My mami CD can understand Ngandi really well, although she is not a ‘full’ speaker in that there are things she doesn’t know and she hasn’t really grown up speaking Ngandi. But she can easily produce plenty of fluent sentences and knows a lot of the language. Can you call Ngandi extinct when she’s still here with that knowledge?

Another mami of mine, RG, also knows Ngandi pretty well. The other day, me and ET were trying to work out some Ngandi words. I asked RG, ‘what does barru-bak-bolk-dhungi mean?’ and she said, ‘thei bin kamat na’ (they came out/arrived). Can you call Ngandi extinct when we are still talking like this?

Today RG said to me ‘Nga-rudhung gu-rerr-gitj’ and I understood her perfectly… she told me she was going home. Is Ngandi really extinct?

Of course, there is no one left who is sitting around speaking Ngandi all the time, but it hasn’t gone away. I don’t think calling a language extinct is quite as black and white as it would first seem.

Comments

Sophie said…
Bobala main gagu, det olgamen, May she rest in peace.
You know what , over here in New Mexico I can read what you write in Ngandi and understand it too. One boy here is using the Ngandi grammar as a project to try and understand morphology better. he asks me sometimes some things about it, he is learning to say words and understand about the pronoun systems and the verbs. He is learning a little bit about the noun classes.
He presents the things he learns to the class. Ngandi is still important to many people. Many people talk about it, many people know things about it, all different kinds of things, it sounds, its rhythm, its history, its songs, its Country.
Go Ngukurr Mob- you are doing important work.
Mami
bulanjdjan said…
I was having a great chat with main naja baba MP (yu naja mami) the other day about language death, and the proposition that language death is *just* radical language change. So radical in fact, that it results in complete language shift.

In the case of Dalabon, it seems unlikely that the language has undergone much language-change-approaching-death/moribundity/silence/shift. The community just shifted to Kriol (in the south) and Bininj Gun-wok (in the north) before passing through a stage of speaking simplified/much-changed Dalabon.

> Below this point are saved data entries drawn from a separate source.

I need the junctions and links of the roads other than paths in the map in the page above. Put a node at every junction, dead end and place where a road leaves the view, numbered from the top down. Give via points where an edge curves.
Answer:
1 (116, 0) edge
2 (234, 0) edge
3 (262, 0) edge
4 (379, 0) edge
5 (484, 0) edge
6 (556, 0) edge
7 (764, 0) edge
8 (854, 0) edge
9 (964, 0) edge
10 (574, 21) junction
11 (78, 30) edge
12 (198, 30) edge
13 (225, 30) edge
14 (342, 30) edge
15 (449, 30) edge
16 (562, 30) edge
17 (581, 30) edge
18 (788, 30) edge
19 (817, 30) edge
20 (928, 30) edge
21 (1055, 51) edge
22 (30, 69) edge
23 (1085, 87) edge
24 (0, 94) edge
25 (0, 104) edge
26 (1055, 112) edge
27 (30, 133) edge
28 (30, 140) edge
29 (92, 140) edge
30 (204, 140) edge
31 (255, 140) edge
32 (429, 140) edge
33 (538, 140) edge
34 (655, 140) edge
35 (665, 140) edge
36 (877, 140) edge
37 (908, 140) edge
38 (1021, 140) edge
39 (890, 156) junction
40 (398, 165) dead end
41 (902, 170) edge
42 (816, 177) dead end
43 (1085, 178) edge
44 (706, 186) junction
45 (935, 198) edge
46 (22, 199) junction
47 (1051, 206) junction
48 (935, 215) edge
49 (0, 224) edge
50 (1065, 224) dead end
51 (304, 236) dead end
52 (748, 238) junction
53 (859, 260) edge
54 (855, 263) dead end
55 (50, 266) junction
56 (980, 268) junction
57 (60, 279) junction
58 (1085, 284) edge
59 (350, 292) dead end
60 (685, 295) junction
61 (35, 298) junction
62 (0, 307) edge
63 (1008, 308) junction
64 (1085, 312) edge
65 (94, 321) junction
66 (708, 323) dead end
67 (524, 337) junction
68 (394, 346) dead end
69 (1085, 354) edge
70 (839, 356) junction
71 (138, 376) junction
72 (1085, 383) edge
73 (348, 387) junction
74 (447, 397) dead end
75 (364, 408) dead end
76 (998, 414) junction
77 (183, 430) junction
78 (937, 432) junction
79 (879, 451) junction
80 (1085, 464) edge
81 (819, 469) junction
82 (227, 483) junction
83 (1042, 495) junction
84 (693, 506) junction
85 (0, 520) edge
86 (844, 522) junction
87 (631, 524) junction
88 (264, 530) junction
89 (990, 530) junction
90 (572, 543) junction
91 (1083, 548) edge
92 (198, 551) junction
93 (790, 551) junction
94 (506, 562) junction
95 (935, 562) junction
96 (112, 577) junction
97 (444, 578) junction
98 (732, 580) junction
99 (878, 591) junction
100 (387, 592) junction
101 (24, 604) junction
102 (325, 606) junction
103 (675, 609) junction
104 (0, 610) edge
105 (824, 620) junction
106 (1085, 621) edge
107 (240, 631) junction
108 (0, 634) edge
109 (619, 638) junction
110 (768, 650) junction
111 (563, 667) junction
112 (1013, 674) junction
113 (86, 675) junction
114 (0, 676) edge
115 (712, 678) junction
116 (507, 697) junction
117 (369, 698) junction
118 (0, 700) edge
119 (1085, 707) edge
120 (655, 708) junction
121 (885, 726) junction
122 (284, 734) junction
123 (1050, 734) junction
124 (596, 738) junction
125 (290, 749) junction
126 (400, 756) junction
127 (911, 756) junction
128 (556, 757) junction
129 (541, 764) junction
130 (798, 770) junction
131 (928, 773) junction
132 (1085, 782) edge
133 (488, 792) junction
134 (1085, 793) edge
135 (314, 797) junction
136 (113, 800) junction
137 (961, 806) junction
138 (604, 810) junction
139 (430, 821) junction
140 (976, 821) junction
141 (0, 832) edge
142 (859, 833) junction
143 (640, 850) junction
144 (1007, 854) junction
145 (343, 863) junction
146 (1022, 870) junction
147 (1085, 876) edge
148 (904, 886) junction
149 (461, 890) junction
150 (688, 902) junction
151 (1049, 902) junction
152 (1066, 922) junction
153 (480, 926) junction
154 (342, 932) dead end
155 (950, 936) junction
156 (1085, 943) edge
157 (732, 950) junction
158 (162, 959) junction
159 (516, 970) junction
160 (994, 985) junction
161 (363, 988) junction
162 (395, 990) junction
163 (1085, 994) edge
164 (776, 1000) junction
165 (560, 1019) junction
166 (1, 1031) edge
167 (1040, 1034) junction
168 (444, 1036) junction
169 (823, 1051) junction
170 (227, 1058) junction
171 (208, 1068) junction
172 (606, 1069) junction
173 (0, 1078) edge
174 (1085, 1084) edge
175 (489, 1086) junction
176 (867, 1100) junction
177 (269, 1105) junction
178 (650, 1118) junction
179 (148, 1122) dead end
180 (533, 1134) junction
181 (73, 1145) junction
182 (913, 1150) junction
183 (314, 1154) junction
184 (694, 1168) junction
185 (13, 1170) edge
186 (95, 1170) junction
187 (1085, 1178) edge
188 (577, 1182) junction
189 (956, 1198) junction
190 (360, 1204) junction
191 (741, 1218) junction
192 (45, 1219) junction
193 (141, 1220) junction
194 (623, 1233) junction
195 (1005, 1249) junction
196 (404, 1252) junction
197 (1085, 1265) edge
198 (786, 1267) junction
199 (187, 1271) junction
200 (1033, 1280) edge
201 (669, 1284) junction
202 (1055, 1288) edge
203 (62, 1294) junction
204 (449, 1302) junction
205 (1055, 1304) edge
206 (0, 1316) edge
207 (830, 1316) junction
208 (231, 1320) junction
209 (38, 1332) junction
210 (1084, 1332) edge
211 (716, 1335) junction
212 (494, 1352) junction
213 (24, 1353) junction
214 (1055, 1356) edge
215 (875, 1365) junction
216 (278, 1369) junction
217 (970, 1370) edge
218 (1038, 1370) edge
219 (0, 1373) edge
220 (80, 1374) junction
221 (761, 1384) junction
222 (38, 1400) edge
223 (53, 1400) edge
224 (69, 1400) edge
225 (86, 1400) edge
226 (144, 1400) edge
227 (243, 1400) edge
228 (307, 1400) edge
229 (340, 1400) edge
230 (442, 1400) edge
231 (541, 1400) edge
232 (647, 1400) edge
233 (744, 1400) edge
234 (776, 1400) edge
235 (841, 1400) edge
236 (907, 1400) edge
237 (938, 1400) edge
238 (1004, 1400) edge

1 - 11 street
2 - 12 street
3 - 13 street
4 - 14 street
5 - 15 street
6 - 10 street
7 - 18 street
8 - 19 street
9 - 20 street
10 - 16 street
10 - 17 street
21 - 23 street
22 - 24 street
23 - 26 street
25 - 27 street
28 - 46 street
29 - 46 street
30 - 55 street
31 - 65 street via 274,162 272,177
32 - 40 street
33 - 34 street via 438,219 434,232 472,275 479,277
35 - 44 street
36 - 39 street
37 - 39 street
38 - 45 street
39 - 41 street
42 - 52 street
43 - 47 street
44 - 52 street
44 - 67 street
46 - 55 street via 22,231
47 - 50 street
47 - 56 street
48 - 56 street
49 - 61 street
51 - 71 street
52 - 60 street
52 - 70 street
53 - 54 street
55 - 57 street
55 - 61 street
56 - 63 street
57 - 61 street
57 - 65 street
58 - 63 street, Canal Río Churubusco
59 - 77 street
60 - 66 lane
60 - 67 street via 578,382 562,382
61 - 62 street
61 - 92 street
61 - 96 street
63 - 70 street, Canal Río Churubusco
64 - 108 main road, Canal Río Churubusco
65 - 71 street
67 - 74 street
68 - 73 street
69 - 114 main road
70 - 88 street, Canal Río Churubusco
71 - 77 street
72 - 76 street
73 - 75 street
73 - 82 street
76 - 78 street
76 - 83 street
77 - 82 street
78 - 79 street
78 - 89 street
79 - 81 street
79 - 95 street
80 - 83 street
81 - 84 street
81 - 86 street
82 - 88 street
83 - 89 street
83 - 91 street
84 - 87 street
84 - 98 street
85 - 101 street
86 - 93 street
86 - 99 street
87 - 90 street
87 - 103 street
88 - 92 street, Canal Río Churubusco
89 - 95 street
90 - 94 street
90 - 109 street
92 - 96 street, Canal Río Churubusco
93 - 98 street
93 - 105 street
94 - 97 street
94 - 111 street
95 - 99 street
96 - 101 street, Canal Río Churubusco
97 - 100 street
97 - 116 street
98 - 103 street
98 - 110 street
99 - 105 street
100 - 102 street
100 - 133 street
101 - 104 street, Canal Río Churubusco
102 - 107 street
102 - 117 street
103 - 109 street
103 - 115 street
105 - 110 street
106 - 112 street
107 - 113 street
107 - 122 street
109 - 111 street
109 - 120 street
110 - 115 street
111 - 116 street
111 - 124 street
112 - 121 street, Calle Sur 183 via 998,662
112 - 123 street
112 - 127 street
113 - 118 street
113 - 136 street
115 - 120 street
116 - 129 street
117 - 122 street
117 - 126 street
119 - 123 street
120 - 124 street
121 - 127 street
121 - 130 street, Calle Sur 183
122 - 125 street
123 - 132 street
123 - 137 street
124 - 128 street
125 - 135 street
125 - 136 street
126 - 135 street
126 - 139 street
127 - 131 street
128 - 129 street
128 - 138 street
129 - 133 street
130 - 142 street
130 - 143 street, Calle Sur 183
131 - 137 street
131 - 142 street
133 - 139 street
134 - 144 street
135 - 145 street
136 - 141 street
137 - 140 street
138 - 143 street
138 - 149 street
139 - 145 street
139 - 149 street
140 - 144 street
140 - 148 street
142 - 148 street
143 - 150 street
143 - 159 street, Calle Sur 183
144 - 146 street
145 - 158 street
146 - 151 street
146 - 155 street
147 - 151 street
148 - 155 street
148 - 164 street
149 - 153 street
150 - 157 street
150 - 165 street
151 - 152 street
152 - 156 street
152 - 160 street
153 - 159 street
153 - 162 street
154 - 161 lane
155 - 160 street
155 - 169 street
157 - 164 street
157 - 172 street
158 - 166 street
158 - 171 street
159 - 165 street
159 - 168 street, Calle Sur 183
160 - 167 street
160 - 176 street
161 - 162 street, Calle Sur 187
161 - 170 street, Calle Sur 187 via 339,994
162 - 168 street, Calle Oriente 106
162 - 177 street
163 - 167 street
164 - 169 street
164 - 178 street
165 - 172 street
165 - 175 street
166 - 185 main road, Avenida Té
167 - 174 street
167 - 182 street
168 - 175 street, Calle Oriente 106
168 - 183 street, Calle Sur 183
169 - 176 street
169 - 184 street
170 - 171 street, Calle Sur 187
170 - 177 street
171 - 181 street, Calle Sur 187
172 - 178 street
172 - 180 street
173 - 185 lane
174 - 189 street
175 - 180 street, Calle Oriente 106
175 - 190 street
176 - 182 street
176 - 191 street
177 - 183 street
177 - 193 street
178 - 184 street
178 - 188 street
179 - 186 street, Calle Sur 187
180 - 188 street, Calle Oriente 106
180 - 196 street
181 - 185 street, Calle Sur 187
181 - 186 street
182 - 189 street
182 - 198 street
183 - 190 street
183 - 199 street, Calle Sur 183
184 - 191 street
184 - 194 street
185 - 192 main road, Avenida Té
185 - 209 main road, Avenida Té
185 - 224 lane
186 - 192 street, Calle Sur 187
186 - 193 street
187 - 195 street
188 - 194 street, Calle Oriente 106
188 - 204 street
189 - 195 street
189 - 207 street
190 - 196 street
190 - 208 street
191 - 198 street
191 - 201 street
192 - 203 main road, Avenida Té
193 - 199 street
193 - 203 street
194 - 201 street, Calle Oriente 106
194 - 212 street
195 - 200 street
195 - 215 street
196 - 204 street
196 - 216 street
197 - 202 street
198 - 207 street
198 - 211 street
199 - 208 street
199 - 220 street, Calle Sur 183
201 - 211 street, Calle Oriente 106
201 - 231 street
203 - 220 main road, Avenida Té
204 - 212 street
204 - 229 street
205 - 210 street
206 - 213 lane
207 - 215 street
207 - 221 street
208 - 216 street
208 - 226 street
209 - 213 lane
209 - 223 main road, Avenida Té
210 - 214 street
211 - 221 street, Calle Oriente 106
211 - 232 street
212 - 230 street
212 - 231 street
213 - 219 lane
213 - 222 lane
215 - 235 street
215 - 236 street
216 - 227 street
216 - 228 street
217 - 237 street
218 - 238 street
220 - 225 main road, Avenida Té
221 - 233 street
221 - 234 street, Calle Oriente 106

The singular advantage of this is that people who are still able to speak Dalabon have full knowledge of the morphosyntactic paradigms. Their language knowledge can be influenced by many factors: interference from Kriol or another Aboriginal language, memory loss, old age and health issues etc. But at least 'on-the-way-out Dalabon' isn't one of those interfering factors, cos I reckon it'd be one of the most insidious.
Sophie said…
Happy Birthday Wamut!!!!!!!!!!!
You are wonderful and brilliant and wonderful.
Big huge hug
Mami
Perez said…
I'm assuming you've read Nick Evans' 'The last speaker is dead — long live the last speaker!'. It's a corker.